_Your instructions_. Go through the entries below and tally the lines containing the string "links"; report only the tally.

_Records for the exercise_.
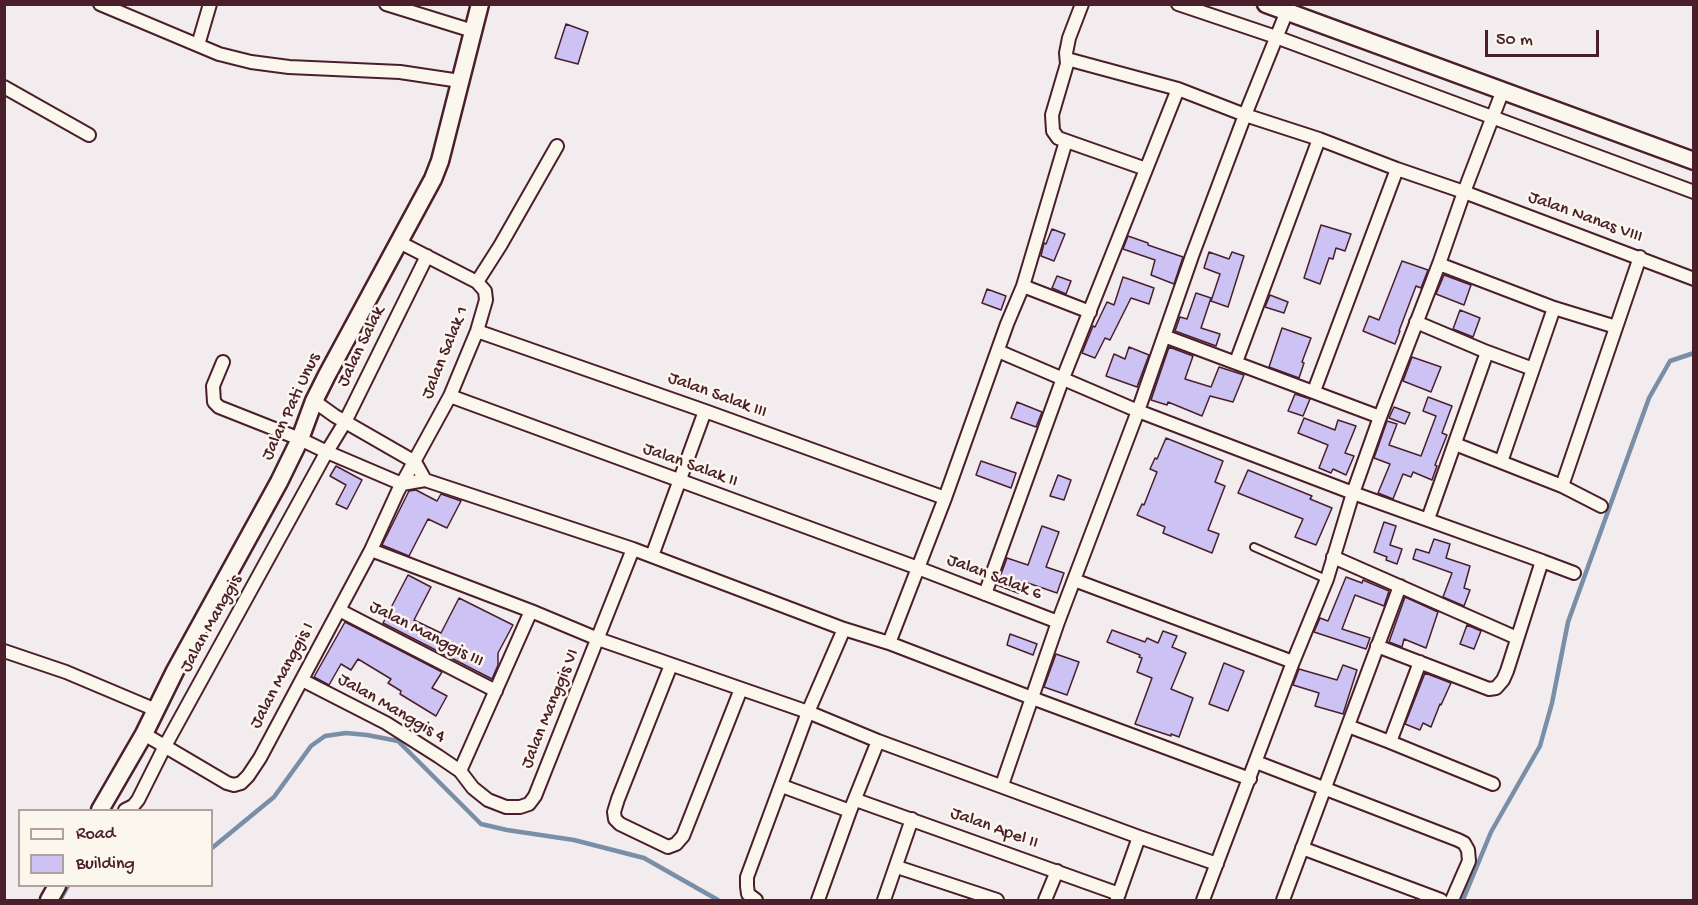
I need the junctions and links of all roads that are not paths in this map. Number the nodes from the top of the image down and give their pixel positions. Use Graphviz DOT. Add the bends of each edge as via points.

==

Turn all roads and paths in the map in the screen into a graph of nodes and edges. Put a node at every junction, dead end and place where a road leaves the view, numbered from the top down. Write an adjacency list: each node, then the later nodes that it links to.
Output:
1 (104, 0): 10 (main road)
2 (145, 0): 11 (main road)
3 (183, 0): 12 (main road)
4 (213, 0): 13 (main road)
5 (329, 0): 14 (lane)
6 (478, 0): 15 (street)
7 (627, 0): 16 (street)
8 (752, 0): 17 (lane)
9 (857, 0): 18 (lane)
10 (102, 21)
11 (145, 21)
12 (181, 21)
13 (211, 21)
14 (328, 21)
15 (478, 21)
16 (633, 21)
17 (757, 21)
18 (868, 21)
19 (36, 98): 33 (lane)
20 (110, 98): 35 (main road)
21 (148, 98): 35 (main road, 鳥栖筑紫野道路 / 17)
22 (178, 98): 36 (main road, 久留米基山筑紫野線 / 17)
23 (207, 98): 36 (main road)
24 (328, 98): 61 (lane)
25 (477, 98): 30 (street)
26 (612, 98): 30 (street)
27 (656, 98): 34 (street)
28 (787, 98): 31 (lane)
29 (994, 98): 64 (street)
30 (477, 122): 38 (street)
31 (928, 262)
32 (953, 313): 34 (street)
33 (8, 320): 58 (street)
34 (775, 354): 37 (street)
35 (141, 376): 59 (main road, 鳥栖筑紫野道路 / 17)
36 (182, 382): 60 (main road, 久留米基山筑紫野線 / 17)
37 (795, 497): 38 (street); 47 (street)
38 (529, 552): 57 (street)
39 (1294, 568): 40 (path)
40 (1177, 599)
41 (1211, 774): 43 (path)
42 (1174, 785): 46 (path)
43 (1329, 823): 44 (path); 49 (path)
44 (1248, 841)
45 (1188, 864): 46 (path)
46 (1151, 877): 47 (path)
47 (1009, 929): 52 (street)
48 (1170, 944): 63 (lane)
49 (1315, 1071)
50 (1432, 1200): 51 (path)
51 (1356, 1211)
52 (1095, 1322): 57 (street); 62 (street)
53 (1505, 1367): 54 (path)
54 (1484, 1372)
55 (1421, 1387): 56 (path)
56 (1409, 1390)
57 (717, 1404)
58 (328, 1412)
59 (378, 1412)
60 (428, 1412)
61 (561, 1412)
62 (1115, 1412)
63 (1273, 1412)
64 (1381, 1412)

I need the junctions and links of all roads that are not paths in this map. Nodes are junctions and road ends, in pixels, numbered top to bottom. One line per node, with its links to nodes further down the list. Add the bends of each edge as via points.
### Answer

--

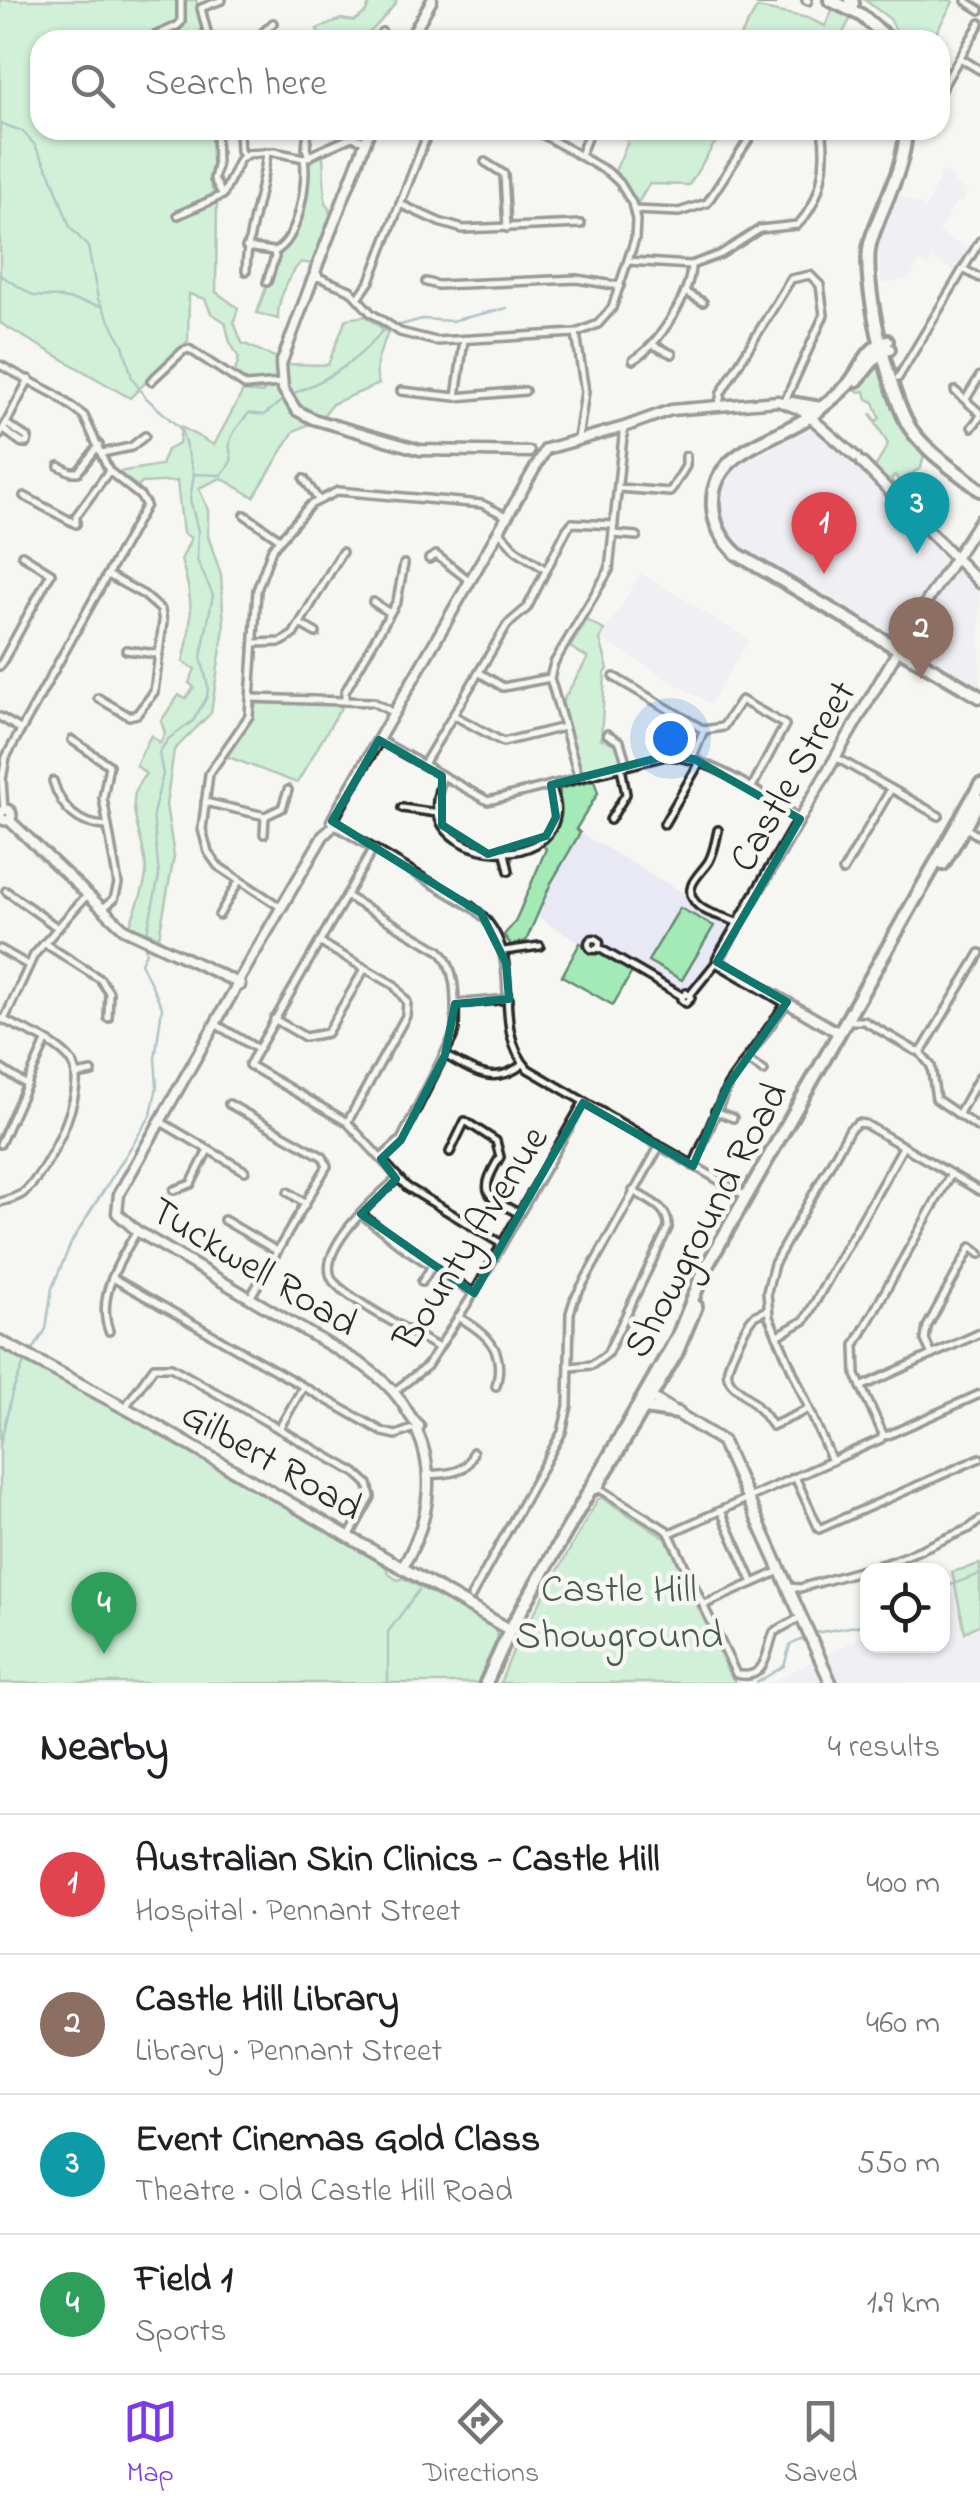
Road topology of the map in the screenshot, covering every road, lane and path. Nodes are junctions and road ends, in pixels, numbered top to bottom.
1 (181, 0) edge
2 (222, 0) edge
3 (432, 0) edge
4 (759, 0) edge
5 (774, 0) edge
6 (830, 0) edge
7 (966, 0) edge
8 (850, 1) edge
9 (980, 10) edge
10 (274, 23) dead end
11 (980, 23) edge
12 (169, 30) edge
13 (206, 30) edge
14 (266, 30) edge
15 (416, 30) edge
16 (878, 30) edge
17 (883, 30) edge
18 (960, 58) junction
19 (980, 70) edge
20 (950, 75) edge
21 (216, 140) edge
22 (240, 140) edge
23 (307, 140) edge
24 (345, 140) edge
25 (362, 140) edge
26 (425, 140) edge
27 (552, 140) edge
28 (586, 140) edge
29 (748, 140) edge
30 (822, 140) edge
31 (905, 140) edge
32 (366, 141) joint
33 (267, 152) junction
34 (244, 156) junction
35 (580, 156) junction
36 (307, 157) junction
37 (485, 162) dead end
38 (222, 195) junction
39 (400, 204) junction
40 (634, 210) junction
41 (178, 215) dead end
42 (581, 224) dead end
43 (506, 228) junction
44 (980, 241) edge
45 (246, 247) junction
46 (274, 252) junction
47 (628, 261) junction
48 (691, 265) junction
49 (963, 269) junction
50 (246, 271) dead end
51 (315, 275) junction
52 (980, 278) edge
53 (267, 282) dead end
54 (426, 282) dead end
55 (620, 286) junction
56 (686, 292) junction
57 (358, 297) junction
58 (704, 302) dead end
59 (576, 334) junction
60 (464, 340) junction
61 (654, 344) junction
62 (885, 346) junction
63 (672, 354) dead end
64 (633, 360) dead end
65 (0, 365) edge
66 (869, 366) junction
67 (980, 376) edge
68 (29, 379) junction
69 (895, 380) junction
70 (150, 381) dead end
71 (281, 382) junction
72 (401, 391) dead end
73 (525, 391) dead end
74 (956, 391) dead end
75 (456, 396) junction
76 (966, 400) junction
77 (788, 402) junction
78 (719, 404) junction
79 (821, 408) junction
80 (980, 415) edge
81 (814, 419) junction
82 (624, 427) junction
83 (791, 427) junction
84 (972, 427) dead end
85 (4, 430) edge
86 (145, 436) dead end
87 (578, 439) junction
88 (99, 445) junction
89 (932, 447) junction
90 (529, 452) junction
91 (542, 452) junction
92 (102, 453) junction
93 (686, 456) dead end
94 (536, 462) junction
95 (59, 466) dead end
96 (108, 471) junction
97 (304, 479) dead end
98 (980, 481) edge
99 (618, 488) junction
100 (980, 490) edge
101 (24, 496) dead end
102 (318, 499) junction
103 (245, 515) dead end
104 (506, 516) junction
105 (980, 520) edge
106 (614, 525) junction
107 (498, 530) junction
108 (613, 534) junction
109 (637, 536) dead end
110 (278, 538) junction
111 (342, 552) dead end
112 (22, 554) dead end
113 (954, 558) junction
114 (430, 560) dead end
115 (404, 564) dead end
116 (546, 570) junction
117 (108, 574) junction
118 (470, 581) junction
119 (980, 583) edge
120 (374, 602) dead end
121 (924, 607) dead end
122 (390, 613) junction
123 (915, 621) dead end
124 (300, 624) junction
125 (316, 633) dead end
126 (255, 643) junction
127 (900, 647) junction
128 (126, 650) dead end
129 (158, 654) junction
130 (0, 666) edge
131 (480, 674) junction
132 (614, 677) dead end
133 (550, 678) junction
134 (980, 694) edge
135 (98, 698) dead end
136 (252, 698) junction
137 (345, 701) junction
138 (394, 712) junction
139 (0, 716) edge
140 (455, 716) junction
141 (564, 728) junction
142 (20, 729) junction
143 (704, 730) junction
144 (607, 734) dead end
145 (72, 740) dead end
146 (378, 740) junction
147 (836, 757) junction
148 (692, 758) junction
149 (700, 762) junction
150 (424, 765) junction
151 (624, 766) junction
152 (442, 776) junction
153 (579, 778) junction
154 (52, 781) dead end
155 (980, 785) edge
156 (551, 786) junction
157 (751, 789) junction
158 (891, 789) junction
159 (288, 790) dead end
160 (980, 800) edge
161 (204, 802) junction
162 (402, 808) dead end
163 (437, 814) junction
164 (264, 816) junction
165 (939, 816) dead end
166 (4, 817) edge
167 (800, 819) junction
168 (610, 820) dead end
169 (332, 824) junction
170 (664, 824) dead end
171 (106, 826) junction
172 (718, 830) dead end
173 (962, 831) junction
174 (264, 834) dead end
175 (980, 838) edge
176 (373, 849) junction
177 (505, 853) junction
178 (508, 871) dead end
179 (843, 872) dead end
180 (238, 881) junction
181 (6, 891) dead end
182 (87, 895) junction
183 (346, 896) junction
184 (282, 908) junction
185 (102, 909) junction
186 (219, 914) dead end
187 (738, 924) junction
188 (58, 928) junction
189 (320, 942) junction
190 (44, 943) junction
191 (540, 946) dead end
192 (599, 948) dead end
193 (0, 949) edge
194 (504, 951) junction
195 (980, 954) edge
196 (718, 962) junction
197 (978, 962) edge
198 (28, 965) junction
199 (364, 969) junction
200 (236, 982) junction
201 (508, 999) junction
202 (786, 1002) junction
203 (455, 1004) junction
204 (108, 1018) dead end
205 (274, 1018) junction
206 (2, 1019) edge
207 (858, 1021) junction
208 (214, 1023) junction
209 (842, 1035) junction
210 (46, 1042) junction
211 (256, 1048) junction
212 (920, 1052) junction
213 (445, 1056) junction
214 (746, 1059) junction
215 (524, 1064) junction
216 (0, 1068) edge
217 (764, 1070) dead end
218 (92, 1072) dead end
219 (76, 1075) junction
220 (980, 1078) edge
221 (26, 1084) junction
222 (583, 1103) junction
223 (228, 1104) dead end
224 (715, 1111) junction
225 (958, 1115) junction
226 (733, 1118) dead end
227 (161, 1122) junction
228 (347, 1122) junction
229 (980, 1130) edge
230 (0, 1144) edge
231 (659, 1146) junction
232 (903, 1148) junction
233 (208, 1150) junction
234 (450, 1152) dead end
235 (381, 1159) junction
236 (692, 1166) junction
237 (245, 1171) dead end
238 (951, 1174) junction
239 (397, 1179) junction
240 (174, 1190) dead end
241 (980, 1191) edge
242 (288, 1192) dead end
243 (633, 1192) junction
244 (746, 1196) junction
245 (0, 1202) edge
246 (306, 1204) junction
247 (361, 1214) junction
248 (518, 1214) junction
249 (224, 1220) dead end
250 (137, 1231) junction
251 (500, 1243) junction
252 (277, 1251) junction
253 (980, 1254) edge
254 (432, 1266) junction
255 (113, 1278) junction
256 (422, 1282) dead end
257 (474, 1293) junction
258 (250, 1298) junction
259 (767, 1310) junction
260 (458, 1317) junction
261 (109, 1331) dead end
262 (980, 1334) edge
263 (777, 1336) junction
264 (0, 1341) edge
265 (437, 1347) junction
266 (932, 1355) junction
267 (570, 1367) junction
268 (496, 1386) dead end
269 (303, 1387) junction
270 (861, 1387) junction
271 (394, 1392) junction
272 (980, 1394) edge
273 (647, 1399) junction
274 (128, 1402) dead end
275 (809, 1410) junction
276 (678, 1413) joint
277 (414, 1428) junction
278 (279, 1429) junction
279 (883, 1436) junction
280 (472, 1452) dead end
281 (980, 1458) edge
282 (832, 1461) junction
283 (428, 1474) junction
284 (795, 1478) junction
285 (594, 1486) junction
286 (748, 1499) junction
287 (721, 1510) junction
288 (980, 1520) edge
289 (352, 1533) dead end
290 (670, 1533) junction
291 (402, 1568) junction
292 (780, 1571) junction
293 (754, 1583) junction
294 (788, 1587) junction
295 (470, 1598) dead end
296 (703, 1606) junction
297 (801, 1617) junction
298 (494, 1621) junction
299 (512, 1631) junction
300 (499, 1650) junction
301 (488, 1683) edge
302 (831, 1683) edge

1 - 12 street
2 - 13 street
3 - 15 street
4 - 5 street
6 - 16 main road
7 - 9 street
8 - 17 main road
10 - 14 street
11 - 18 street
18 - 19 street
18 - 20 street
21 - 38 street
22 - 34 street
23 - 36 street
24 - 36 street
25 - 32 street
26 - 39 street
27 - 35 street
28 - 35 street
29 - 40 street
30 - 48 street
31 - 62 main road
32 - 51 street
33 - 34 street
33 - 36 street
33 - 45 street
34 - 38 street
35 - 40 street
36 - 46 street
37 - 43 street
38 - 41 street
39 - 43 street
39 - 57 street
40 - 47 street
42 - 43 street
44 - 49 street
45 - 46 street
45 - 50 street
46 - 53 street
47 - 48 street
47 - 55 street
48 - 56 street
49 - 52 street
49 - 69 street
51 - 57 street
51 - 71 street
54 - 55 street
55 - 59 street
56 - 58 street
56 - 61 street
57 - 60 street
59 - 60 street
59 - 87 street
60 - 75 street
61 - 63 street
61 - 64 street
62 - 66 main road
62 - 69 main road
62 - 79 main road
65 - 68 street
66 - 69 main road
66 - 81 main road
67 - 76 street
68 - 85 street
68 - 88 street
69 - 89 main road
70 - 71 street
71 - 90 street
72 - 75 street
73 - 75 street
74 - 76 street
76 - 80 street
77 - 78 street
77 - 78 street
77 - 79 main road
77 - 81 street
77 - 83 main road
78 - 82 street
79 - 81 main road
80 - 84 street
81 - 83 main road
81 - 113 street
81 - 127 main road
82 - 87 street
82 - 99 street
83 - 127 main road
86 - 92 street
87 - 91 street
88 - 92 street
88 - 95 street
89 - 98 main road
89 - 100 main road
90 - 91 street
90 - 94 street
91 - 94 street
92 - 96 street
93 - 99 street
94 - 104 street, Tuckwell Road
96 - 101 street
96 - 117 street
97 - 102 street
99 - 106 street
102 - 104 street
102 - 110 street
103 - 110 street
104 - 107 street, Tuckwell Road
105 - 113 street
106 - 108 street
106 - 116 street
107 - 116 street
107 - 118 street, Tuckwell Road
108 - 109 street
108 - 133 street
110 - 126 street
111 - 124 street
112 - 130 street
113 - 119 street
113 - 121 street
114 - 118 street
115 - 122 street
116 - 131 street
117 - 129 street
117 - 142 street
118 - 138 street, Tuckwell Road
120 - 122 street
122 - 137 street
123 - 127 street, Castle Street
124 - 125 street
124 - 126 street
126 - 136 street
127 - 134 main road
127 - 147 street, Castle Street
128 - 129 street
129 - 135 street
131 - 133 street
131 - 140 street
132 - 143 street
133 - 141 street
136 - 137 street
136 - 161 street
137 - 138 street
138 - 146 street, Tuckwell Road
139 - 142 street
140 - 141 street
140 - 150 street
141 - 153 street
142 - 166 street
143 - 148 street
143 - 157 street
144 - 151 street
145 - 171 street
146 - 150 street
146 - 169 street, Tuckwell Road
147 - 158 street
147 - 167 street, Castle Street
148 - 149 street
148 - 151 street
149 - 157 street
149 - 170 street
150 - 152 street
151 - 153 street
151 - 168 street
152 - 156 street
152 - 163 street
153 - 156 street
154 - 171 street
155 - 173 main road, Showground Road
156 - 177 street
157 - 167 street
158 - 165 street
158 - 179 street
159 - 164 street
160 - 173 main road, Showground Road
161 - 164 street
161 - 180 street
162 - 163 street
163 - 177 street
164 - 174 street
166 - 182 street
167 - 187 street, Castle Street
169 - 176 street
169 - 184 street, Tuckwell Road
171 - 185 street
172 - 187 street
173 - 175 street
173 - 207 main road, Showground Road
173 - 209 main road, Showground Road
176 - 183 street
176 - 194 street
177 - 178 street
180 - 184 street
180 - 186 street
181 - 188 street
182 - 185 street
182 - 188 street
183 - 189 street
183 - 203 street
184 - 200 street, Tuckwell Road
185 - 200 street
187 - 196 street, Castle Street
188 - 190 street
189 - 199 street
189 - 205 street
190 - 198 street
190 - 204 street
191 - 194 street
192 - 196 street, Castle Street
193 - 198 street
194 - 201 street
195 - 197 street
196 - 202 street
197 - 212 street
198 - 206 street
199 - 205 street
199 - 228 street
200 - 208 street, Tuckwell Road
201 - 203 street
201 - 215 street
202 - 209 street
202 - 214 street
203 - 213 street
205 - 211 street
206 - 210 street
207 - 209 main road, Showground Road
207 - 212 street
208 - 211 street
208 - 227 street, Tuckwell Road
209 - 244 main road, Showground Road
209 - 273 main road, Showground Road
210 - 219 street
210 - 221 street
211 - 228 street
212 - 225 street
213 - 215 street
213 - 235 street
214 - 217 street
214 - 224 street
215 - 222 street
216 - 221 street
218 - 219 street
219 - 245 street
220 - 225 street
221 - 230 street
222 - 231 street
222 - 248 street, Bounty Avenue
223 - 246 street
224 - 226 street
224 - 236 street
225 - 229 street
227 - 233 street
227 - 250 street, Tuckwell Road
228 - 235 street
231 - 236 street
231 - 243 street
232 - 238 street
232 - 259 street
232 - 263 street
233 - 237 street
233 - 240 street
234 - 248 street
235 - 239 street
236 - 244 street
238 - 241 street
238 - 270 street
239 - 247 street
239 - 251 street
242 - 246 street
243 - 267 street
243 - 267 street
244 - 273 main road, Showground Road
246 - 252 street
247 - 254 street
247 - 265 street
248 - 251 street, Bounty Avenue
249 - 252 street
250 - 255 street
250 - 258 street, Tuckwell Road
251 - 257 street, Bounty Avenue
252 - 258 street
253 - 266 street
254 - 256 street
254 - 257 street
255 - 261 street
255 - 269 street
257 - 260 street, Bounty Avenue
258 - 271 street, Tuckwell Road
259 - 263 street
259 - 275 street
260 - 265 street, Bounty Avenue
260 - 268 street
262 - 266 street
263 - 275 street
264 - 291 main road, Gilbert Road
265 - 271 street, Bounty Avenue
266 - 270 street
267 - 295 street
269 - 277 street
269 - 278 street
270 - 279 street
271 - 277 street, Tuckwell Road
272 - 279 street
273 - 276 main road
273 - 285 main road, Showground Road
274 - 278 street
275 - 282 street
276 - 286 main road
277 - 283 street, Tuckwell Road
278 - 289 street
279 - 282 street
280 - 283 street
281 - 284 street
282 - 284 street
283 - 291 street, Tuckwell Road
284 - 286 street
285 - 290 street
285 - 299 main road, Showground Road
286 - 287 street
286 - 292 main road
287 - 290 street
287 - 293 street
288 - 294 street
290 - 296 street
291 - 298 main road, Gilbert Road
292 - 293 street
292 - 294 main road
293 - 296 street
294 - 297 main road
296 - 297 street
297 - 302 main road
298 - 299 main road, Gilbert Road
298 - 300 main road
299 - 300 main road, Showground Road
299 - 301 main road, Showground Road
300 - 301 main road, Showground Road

_Answer space_. 3